Nous voudrions ici faire état d’une difficulté majeure à laquelle nous nous sommes confrontées. Malgré toutes les précautions prises, d’ordre épistémologique, nous avons traversé une crise  à la fin de la première année d’accompagnement en juin 2013, crise entendue dans son sens étymologique de krisis, qui signifie « décision », entendue aussi comme «une rupture des équilibres antérieurs, une incapacité à réguler ou à stabiliser leur jeu pour recouvrer une dynamique fiable » (Cellier, 2010, 76). Ce moment critique a révélé la problématique de la posture de chacun dans le groupe, qu’il soit chercheur ou praticien, sur trois points clé :

  • La question de l’habitus (Bourdieu, 1972, 1980), ce qui se joue à l’insu des personnes dans la pratique sociale et plus particulièrement dans un moment de crise?
  • La question du risque pour le chercheur dans la prise de décision au cœur de la crise et qui interroge la poursuite de son engagement.
  • Le rapport au temps, et plus particulièrement le temps psychologique de chacun (le kaïros)  qui peut faire crise.

Cadre théorique et méthodologique :

Notre recherche-action est largement inspirée du modèle « théorisation, évaluation et publication » (Barbier, 1996, p102). A partir d’une situation problématique, ce modèle en spirale planifie l’action, puis l’évalue avec les acteurs, engendrant ainsi une rétroaction sur le problème qui donne lieu à une nouvelle planification et action, phase qui sera de nouveau évaluée et théorisée pour rétroagir sur le problème et ainsi de suite.

Notre méthode de recherche procède d’observations de réunions de travail et de situations de classe. Des entretiens individuels des personnels ont été conduits, ainsi que des entretiens avec les élèves et les parents de la classe de 3ème pour évaluer leur perception du climat scolaire. Enfin, quatre séances d’analyse de pratiques ont été mises en œuvre durant la première année scolaire tournant essentiellement autour des questions éducatives.

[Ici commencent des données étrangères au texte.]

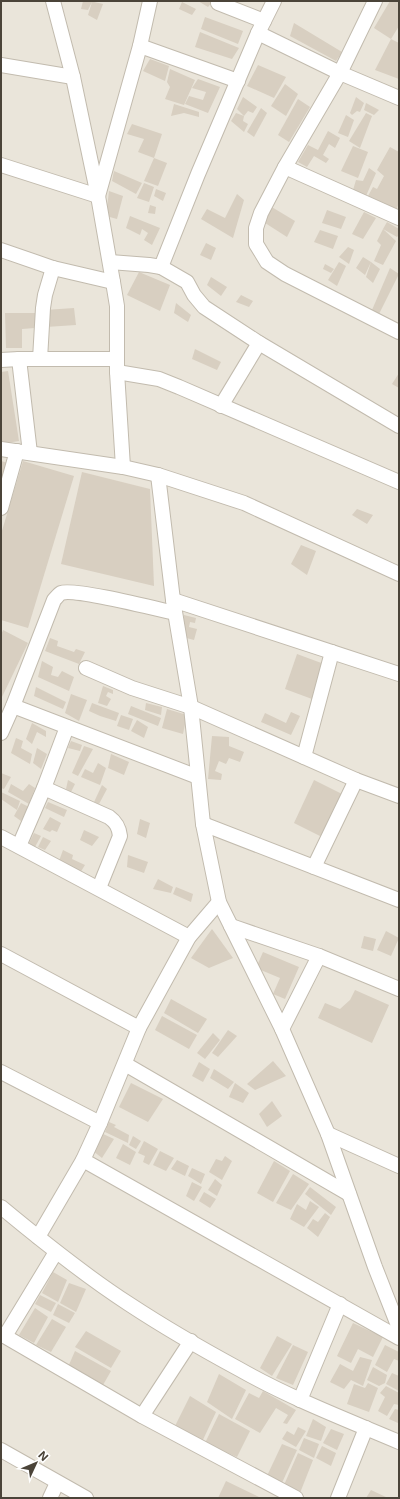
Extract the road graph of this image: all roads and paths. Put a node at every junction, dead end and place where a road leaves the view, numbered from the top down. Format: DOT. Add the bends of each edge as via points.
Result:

1er Résultat à discuter : en fonction de l’histoire du groupe et des antécédents personnels de chacun, l’équipe semble ne pas pouvoir supporter un travail sur les valeurs, la contraignant à se réfugier dans l’évitement. Oser ce travail en profondeur représenterait une menace pour la structure du groupe et serait même une atteinte à l’intégrité psychique d’un membre du groupe. Ainsi, la crise peut-elle être vraiment dépassée ? Jusqu’où les chercheuses s’autorisent-elles à aller ?

Biographie

Laurence Bergugnat est spécialiste des questions du stress au travail et de la violence à l’école. Elle a publié « Le stress des enseignants » en 2008 aux éditions Armand Colin et a contribué au Dictionnaire des risques psychosociaux (parution en février 2014).  Sylvie Barbier est spécialiste du co-apprentissage dans les groupes. Elle a entrepris son parcours de thèse avec les membres du GREFED (Groupe d’Etudes et de Recherches sur les Faits Educatifs et le Développement) sous la Direction de Georges Lerbet.